B ISO transmission substation

Where the high-voltage lines from multiple generators meet and are switched. Operated from the ISO/RTO control centre that dispatches generators every five minutes. PJM, MISO, NYISO, ISO-NE, CAISO, SPP each operate hundreds of these.

C Step-down (distribution) substation

At the edge of a city or town. Steps from 115 or 230 kV to primary distribution voltage (4 to 35 kV). Owned and operated by the incumbent distribution utility; regulated by the state PUC. Typically every 5 to 15 miles in dense areas.

D Pole-top or pad-mounted transformer

The last transformer before your house. Oil-filled, 10 to 50 kVA, steps from primary distribution voltage to 120/240 V single-phase. Serves between 1 and ~12 homes typically. Owned by the incumbent utility, sized in the utility's distribution planning study.

The smart meter: the formal boundary

From the pole-top transformer, a service drop (overhead or underground) carries 120/240 V to a meter base on your house. Everything from the utility side of the meter base belongs to the incumbent utility (and is regulated by the state PUC). Everything from the customer side (main panel, branch circuits, every outlet) is yours and is governed by the National Electrical Code. The smart meter (AMI) reports 15-minute or 5-minute interval consumption to the utility over an RF mesh or cellular link; required for time-of-use rates, supplier billing in retail-choice states, and most DER programs.

2026 inflection

The four reasons T&D is climbing on every US residential bill.

T&D charges are now the fastest-growing line on most US residential bills. Four structural drivers explain why, and why none of them reverse in the next decade.

9-10.5%

Authorised ROE on rate base

Every dollar of approved capex earns this rate of return for the IOU. The bigger the rate base, the bigger the dollar return.

$16B

MISO Tranche 1 transmission

Single approved package of new MISO transmission. Cost-allocated across the MISO footprint, recoverable in retail rates.

~75%

AMI deployment by 2024

~75% of US customers had a smart meter by 2024; AMI 2.0 replacement cycle now adding to distribution rate base.

EV + DC

New load drivers

EV chargers and data-center interconnections are pushing distribution and sub-transmission upgrades in TX, VA, GA, OH, AZ, NV.

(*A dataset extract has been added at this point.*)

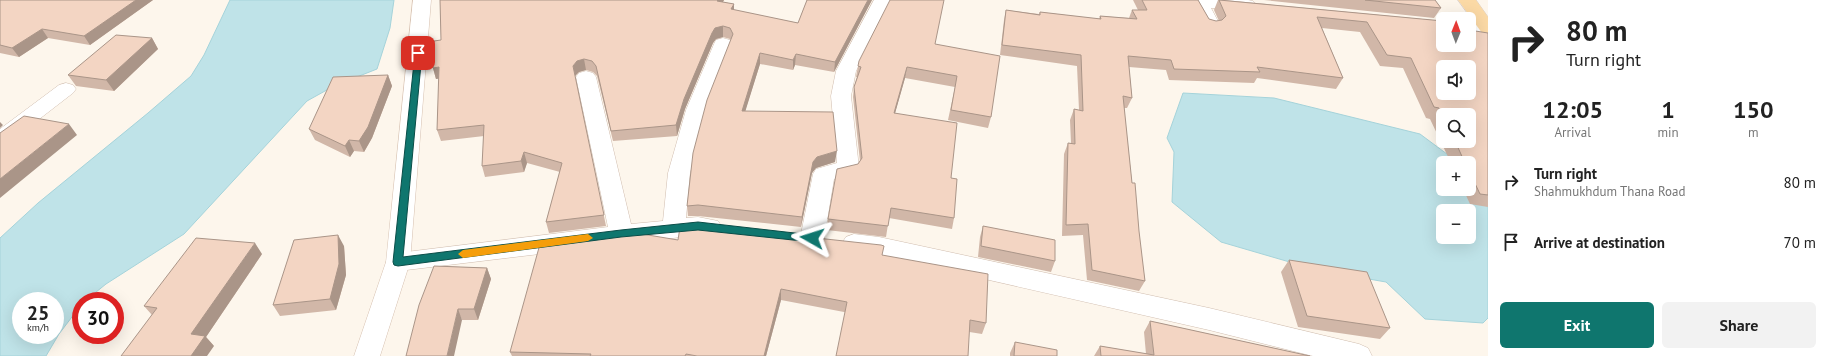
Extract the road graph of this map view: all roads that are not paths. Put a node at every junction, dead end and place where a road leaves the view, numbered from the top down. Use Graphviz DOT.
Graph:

Three implications for the residential bill

  • A Rate cases are coming faster. Utilities used to file a general rate case every 5 to 7 years. Many are now filing every 2 to 3 years to recover the accelerated capex cycle. NY (NYSEG, Con Ed), MA (Eversource, National Grid), CA (PG&E, SCE) are all in active multi-year rate-plan cycles.
  • B Riders are bypassing rate cases. Storm-cost recovery, AMI deployment, EV-charger infrastructure, undergrounding all show up as special-purpose tariff riders that the utility can collect on faster than a full rate case allows. Read your bill's line items.
  • C The supply line is shrinking as a share. Supply costs have risen, but T&D has risen faster. The shoppable supply portion is now closer to 40 to 50% of the bill, down from ~60% a generation ago. Shopping a competitive supplier still matters, but it has less leverage than it used to.
Insider view

Four structural reasons T&D will never be deregulated.

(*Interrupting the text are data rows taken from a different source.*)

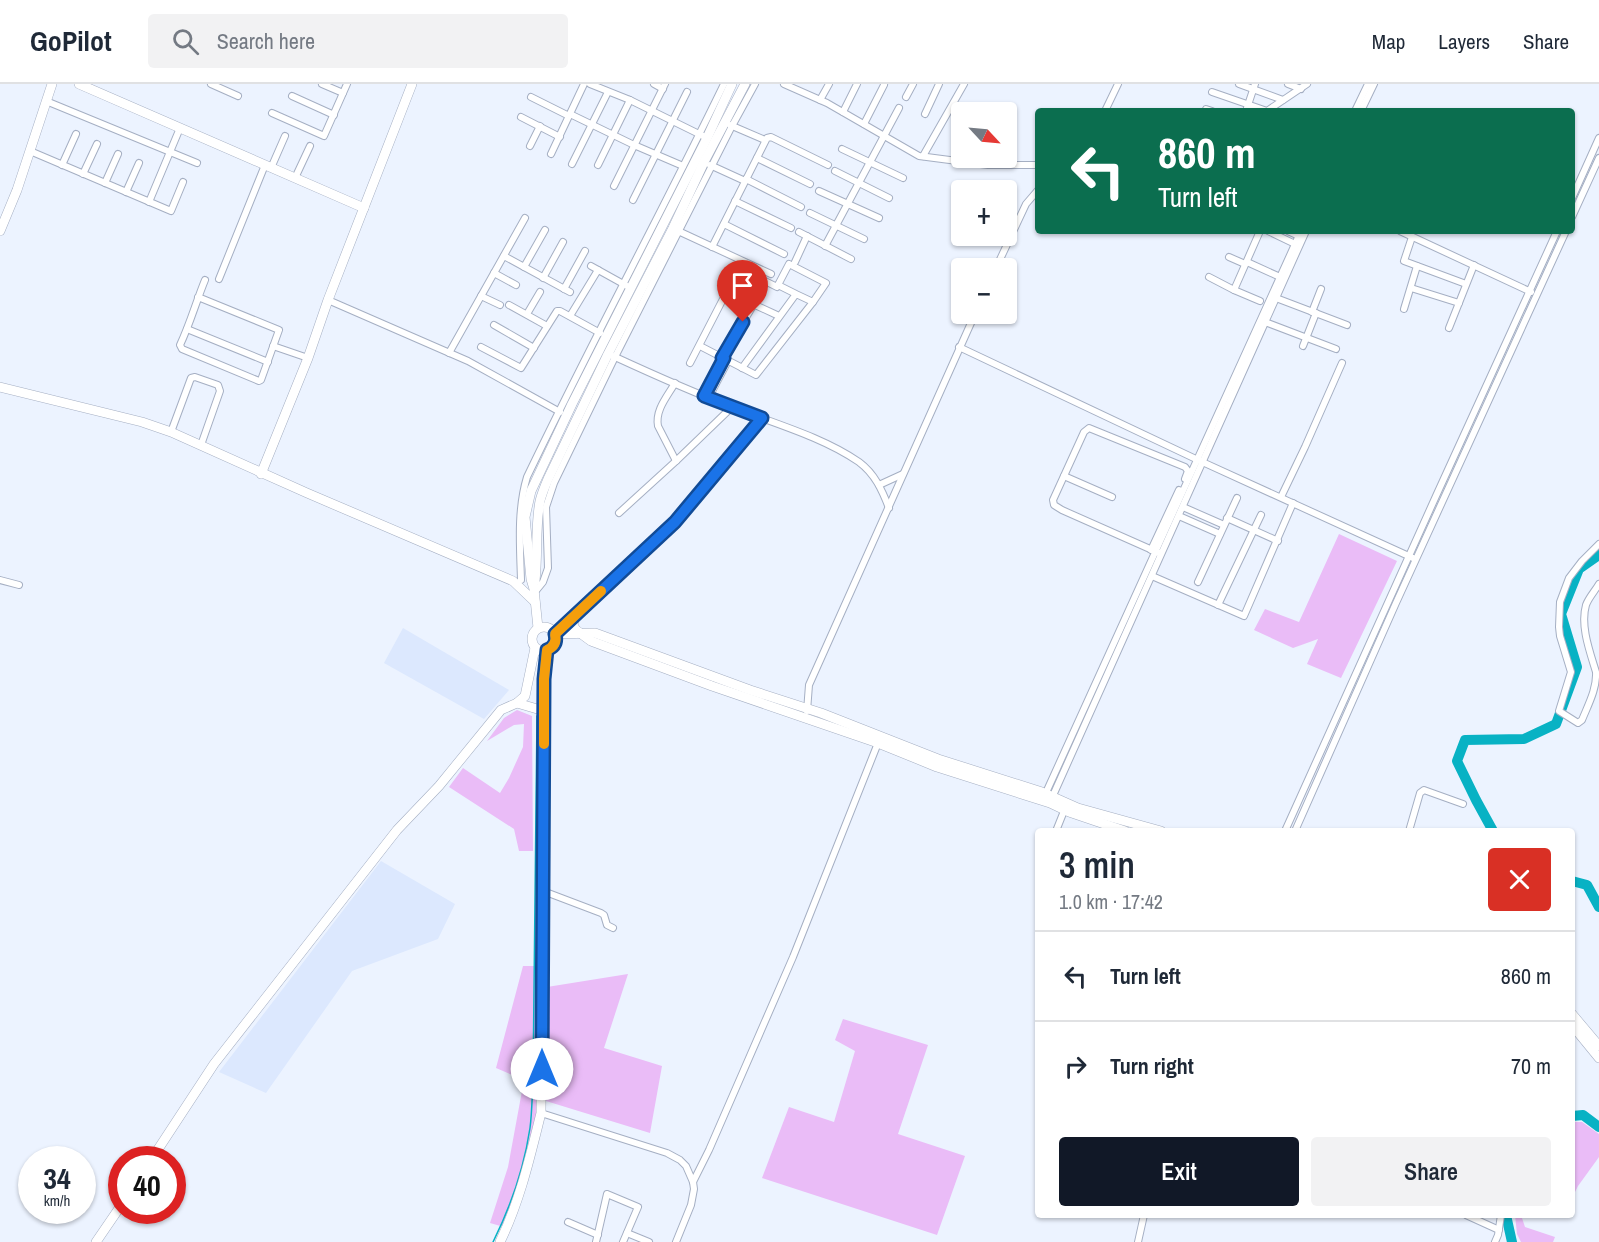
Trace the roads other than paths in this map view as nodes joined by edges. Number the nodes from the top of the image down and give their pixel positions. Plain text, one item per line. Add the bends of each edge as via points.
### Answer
1 (52, 84) edge
2 (79, 84) edge
3 (211, 84) edge
4 (322, 84) edge
5 (347, 84) edge
6 (412, 84) edge
7 (584, 84) edge
8 (590, 84) edge
9 (654, 84) edge
10 (724, 84) edge
11 (732, 84) edge
12 (746, 84) edge
13 (755, 84) edge
14 (784, 84) edge
15 (804, 84) edge
16 (829, 84) edge
17 (856, 84) edge
18 (913, 84) edge
19 (939, 84) edge
20 (964, 84) edge
21 (1118, 84) edge
22 (1239, 84) edge
23 (1291, 84) edge
24 (1368, 84) edge
25 (1374, 84) edge
26 (884, 85) edge
27 (664, 86) edge
28 (1304, 86) edge
29 (1254, 87) edge
30 (606, 88) edge
31 (801, 91) junction
32 (687, 92) dead end
33 (1212, 92) dead end
34 (343, 93) junction
35 (238, 96) dead end
36 (292, 96) dead end
37 (531, 97) dead end
38 (906, 97) dead end
39 (630, 100) junction
40 (820, 100) junction
41 (1283, 100) junction
42 (46, 101) junction
43 (899, 108) dead end
44 (1107, 108) edge
45 (1247, 108) edge
46 (1271, 108) edge
47 (1356, 108) edge
48 (1362, 108) edge
49 (652, 111) junction
50 (843, 112) junction
51 (272, 113) dead end
52 (925, 114) dead end
53 (334, 115) junction
54 (570, 115) junction
55 (521, 117) dead end
56 (672, 121) junction
57 (591, 124) junction
58 (729, 124) junction
59 (864, 124) junction
60 (540, 126) junction
61 (180, 128) junction
62 (76, 134) dead end
63 (613, 135) junction
64 (285, 136) dead end
65 (885, 136) junction
66 (560, 137) junction
67 (1599, 138) edge
68 (711, 140) junction
69 (765, 140) junction
70 (97, 144) dead end
71 (634, 145) junction
72 (310, 146) dead end
73 (530, 146) dead end
74 (842, 149) dead end
75 (30, 151) junction
76 (170, 152) junction
77 (118, 154) dead end
78 (551, 154) dead end
79 (656, 154) junction
80 (923, 156) junction
81 (757, 158) junction
82 (1599, 158) edge
83 (870, 162) junction
84 (139, 163) dead end
85 (197, 163) dead end
86 (572, 164) dead end
87 (708, 164) junction
88 (62, 165) junction
89 (598, 165) dead end
90 (828, 165) dead end
91 (1035, 165) edge
92 (683, 166) junction
93 (268, 167) junction
94 (835, 171) dead end
95 (83, 174) junction
96 (295, 178) junction
97 (903, 178) dead end
98 (746, 180) junction
99 (183, 182) dead end
100 (859, 182) junction
101 (105, 183) junction
102 (810, 184) dead end
103 (614, 186) dead end
104 (819, 190) dead end
105 (1575, 191) edge
106 (126, 192) junction
107 (1035, 194) edge
108 (889, 198) dead end
109 (633, 200) dead end
110 (735, 201) junction
111 (149, 202) junction
112 (848, 204) junction
113 (801, 207) dead end
114 (364, 208) junction
115 (1575, 211) edge
116 (810, 213) dead end
117 (525, 218) dead end
118 (879, 218) dead end
119 (724, 224) junction
120 (836, 226) junction
121 (791, 228) dead end
122 (545, 230) dead end
123 (676, 230) junction
124 (0, 231) edge
125 (799, 232) dead end
126 (1259, 234) edge
127 (1274, 234) edge
128 (1300, 234) edge
129 (1305, 234) edge
130 (1406, 234) edge
131 (1556, 234) edge
132 (1565, 234) edge
133 (807, 236) junction
134 (1412, 237) junction
135 (864, 239) dead end
136 (563, 242) dead end
137 (1295, 244) junction
138 (825, 246) junction
139 (712, 247) junction
140 (585, 251) dead end
141 (784, 254) dead end
142 (504, 256) junction
143 (1229, 257) dead end
144 (1001, 258) edge
145 (851, 259) dead end
146 (795, 262) dead end
147 (1246, 263) junction
148 (1474, 265) junction
149 (591, 266) dead end
150 (524, 267) junction
151 (1418, 267) junction
152 (598, 270) junction
153 (494, 273) junction
154 (771, 274) dead end
155 (1209, 277) dead end
156 (1280, 277) junction
157 (543, 278) junction
158 (219, 279) dead end
159 (205, 280) dead end
160 (1466, 284) junction
161 (516, 285) dead end
162 (778, 285) junction
163 (627, 286) junction
164 (1411, 288) junction
165 (1321, 289) dead end
166 (1234, 290) junction
167 (1530, 291) junction
168 (540, 292) dead end
169 (727, 292) junction
170 (796, 294) junction
171 (1537, 295) junction
172 (481, 296) junction
173 (198, 297) junction
174 (1276, 298) junction
175 (328, 300) junction
176 (1260, 301) dead end
177 (813, 302) junction
178 (1459, 303) junction
179 (754, 304) junction
180 (500, 305) dead end
181 (509, 305) dead end
182 (1404, 309) dead end
183 (1314, 313) junction
184 (527, 314) junction
185 (570, 316) junction
186 (779, 316) junction
187 (1265, 322) junction
188 (970, 324) edge
189 (494, 325) dead end
190 (1347, 325) dead end
191 (547, 326) junction
192 (1449, 328) dead end
193 (187, 329) junction
194 (602, 334) junction
195 (1307, 338) junction
196 (273, 346) junction
197 (699, 346) junction
198 (959, 346) junction
199 (1303, 346) dead end
200 (481, 347) dead end
201 (534, 348) junction
202 (1336, 349) dead end
203 (604, 351) junction
204 (449, 353) junction
205 (309, 358) junction
206 (725, 359) junction
207 (268, 362) junction
208 (690, 363) dead end
209 (1342, 363) dead end
210 (742, 368) junction
211 (675, 383) junction
212 (0, 387) edge
213 (706, 397) junction
214 (732, 407) junction
215 (562, 414) junction
216 (762, 418) junction
217 (171, 432) junction
218 (201, 445) junction
219 (1171, 447) junction
220 (1165, 458) junction
221 (1200, 460) junction
222 (676, 461) junction
223 (261, 474) junction
224 (903, 474) junction
225 (1064, 476) junction
226 (879, 484) junction
227 (1112, 497) dead end
228 (1281, 497) junction
229 (1237, 498) dead end
230 (1293, 503) junction
231 (1183, 507) junction
232 (889, 508) junction
233 (619, 513) dead end
234 (1261, 515) dead end
235 (1179, 516) junction
236 (1226, 521) junction
237 (1254, 530) junction
238 (1220, 534) junction
239 (1278, 541) junction
240 (1599, 544) edge
241 (1156, 552) junction
242 (1413, 558) junction
243 (1152, 576) junction
244 (0, 580) edge
245 (522, 580) junction
246 (1198, 582) dead end
247 (1599, 584) edge
248 (19, 585) dead end
249 (534, 595) junction
250 (1218, 605) junction
251 (576, 615) junction
252 (538, 628) junction
253 (555, 634) junction
254 (584, 634) junction
255 (536, 648) junction
256 (547, 650) junction
257 (517, 703) junction
258 (537, 709) junction
259 (807, 713) junction
260 (878, 743) junction
261 (1048, 798) junction
262 (1463, 804) dead end
263 (1066, 806) junction
264 (1057, 828) edge
265 (1118, 828) edge
266 (1150, 828) edge
267 (1286, 828) edge
268 (1295, 828) edge
269 (1409, 828) edge
270 (543, 891) junction
271 (612, 928) dead end
272 (1575, 1018) edge
273 (1575, 1029) edge
274 (1599, 1046) edge
275 (1599, 1058) edge
276 (541, 1113) junction
277 (160, 1146) edge
278 (693, 1182) junction
279 (1143, 1218) edge
280 (1473, 1218) edge
281 (1501, 1218) edge
282 (568, 1222) dead end
283 (108, 1224) edge
284 (1499, 1230) junction
285 (627, 1233) junction
286 (597, 1238) edge
287 (96, 1242) edge
288 (500, 1242) edge
289 (623, 1242) edge
290 (649, 1242) edge
291 (676, 1242) edge
292 (1138, 1242) edge
293 (1495, 1242) edge

1 - 42 street
2 - 61 street
3 - 35 street
4 - 34 street
5 - 34 street
6 - 114 street
7 - 54 street
8 - 30 street
9 - 27 street
10 - 68 street
11 - 68 street
12 - 58 street
13 - 58 street
14 - 31 street
15 - 31 street
16 - 40 street
17 - 50 street
18 - 38 street
19 - 52 street
20 - 80 street
21 - 44 street
22 - 29 street
23 - 28 street
24 - 47 street
25 - 48 street
26 - 59 street
27 - 49 street
28 - 41 street
29 - 41 street
29 - 45 street
30 - 39 street
30 - 57 street
31 - 40 street
32 - 56 street
33 - 45 street
34 - 53 street
36 - 53 street
37 - 54 street
39 - 49 street
39 - 63 street
40 - 50 street
41 - 46 street
42 - 75 street
42 - 76 street
43 - 65 street
49 - 56 street
49 - 71 street
50 - 59 street
51 - 53 street via 324,136
54 - 57 street
54 - 66 street
55 - 60 street
56 - 68 street
56 - 79 street
57 - 63 street
57 - 86 street
58 - 68 street
58 - 69 street
59 - 65 street
60 - 66 street
60 - 73 street
61 - 76 street
61 - 93 street
62 - 88 street
63 - 71 street
63 - 89 street
64 - 93 street
65 - 80 street
65 - 83 street
66 - 78 street
67 - 105 street
68 - 87 street
68 - 92 street
68 - 163 street
69 - 81 street
69 - 90 street via 771,137
70 - 95 street
71 - 79 street
71 - 103 street
72 - 96 street
74 - 83 street
75 - 88 street
75 - 124 street
76 - 85 street
76 - 111 street
77 - 101 street
79 - 92 street
79 - 109 street
80 - 91 street via 988,165
81 - 98 street
81 - 102 street
82 - 115 street
83 - 97 street
83 - 100 street
84 - 106 street
87 - 98 street
87 - 123 street
88 - 95 street
92 - 163 street
93 - 96 street
93 - 158 street
94 - 100 street
95 - 101 street
96 - 114 street
98 - 110 street
98 - 113 street
99 - 111 street via 171,212
100 - 108 street
100 - 112 street
101 - 106 street
104 - 112 street
106 - 111 street
107 - 144 street via 1026,204
110 - 119 street
110 - 121 street
112 - 118 street
112 - 120 street
114 - 175 street
116 - 120 street
117 - 142 street
119 - 139 street
119 - 141 street
120 - 135 street
120 - 138 street
122 - 150 street
123 - 139 street
123 - 203 street
125 - 133 street
126 - 147 street
127 - 137 street
128 - 137 street
129 - 174 street
130 - 134 street
131 - 167 street
132 - 171 street
133 - 138 street
133 - 146 street
134 - 148 street
134 - 151 street via 1404,261
136 - 157 street
137 - 156 street
138 - 145 street
139 - 154 street
140 - 157 street via 567,290
142 - 150 street
142 - 153 street
143 - 147 street
147 - 156 street
147 - 166 street
148 - 160 street
148 - 167 street
149 - 152 street
150 - 157 street
151 - 160 street
151 - 164 street
152 - 163 street
152 - 185 street
153 - 161 street
153 - 172 street
155 - 166 street
156 - 221 street
159 - 173 street
160 - 178 street
162 - 169 street via 739,268
162 - 170 street
162 - 177 street via 789,264 826,283
163 - 194 street
164 - 178 street
164 - 182 street
165 - 183 street
166 - 176 street
167 - 171 street
167 - 242 street via 1436,496
168 - 184 street
169 - 179 street
169 - 197 street
170 - 177 street
170 - 186 street
171 - 242 street
172 - 180 street
172 - 204 street
173 - 193 street
173 - 196 street via 277,328
174 - 183 street
174 - 187 street
175 - 204 street
175 - 205 street
177 - 210 street via 756,375
178 - 192 street
179 - 186 street
179 - 206 street
181 - 184 street
183 - 190 street
183 - 195 street
184 - 191 street
185 - 191 street via 557,311
185 - 194 street
186 - 210 street
187 - 195 street
187 - 221 street
188 - 198 street
189 - 201 street
191 - 201 street
193 - 207 street
193 - 207 street via 182,349 255,381 261,380
194 - 203 street
195 - 199 street
195 - 202 street
196 - 205 street
196 - 207 street
197 - 206 street
197 - 208 street
198 - 219 street
198 - 224 street
200 - 201 street via 520,368
203 - 211 street
203 - 215 street
203 - 249 street via 540,500
204 - 215 street
205 - 223 street
206 - 210 street
206 - 213 street
209 - 228 street
211 - 213 street
211 - 222 street via 657,421
212 - 217 street
213 - 214 street
214 - 216 street
214 - 222 street
215 - 245 street via 528,504
216 - 226 street via 838,450 860,463
216 - 251 street via 675,522
217 - 218 street
217 - 218 street via 193,377 218,386 220,391
218 - 223 street
219 - 220 street
219 - 221 street
220 - 225 street via 1089,428
220 - 241 street via 1188,471
221 - 228 street
221 - 231 street
221 - 241 street
222 - 233 street
223 - 245 street
224 - 226 street
224 - 232 street
225 - 227 street
225 - 241 street via 1053,500 1056,507
226 - 232 street
228 - 230 street
229 - 236 street
230 - 239 street
230 - 242 street
231 - 235 street
231 - 236 street
232 - 259 street via 809,685
234 - 237 street
235 - 238 street
235 - 241 street
236 - 237 street
236 - 238 street
237 - 239 street
237 - 250 street
238 - 246 street
239 - 250 street via 1244,616
240 - 247 street via 1569,578 1560,602 1560,636 1571,672 1558,708 1578,723 1595,687 1585,610
241 - 243 street
241 - 261 street
242 - 267 street
242 - 268 street
243 - 250 street
243 - 261 street
244 - 248 street
245 - 249 street
245 - 249 street
249 - 252 street
251 - 253 street
251 - 254 street via 573,625
252 - 253 street via 546,626
252 - 255 street via 531,637
253 - 254 street
253 - 256 street via 555,642
254 - 259 street via 595,633
255 - 256 street
255 - 257 street via 525,696
256 - 258 street
257 - 258 street
257 - 277 street via 501,710 397,830 214,1064
258 - 270 street
259 - 260 street
259 - 261 street
260 - 261 street via 937,767
260 - 278 street via 793,957
261 - 263 street
262 - 269 street via 1424,790
263 - 264 street
263 - 265 street
263 - 266 street
270 - 271 street via 601,913
270 - 276 street
272 - 274 street
273 - 275 street
276 - 278 street via 673,1156 686,1166
276 - 288 street via 525,1180
278 - 291 street via 691,1205
279 - 292 street
280 - 284 street
281 - 284 street
282 - 286 street
283 - 287 street
284 - 293 street
285 - 286 street via 638,1207 607,1194
285 - 289 street
285 - 290 street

Retail choice opened the supply line in 18 states. Transmission and distribution remain regulated monopolies in every state, regardless of the supply structure. Four reasons explain why, and why this is unlikely to change.

01

Wires are a natural monopoly, by physics

It is not economically rational to run two parallel sets of distribution poles down the same street, two parallel transformers serving the same block, two parallel transmission corridors crossing the same county. Every regulator and every economist agrees. The state PUC awards an exclusive distribution franchise; FERC awards an exclusive transmission service territory through the RTO.

02

Reliability requires coordination, not competition

The 1965 and 2003 blackouts both started as small transmission incidents that cascaded because of poor coordination. NERC standards, FERC-approved RTO planning and state PUC service-quality rules all require the wires owner to coordinate maintenance, switching and emergency response across the entire footprint. A fragmented competitive wires market would have no mechanism for that coordination.

03

Capital intensity demands long-term cost recovery

A new 345 kV transmission line costs $1 to $3 million per mile to build and lasts 40 to 60 years. A distribution substation is $5 to $20 million. No private market can amortise that capex without a guaranteed cost-recovery mechanism, which is exactly what cost-of-service regulation provides. Investor-owned utilities raise debt and equity at investment-grade rates because their cost recovery is regulated.

04

Eminent domain is a public-use power

Building a new transmission line across many private properties requires eminent-domain authority, which only a state-regulated utility or a FERC-certified interstate developer can wield. Competitive wires entities would have no path through right-of-way acquisition. The legal framework that lets wires get built at scale is incompatible with retail-style competition.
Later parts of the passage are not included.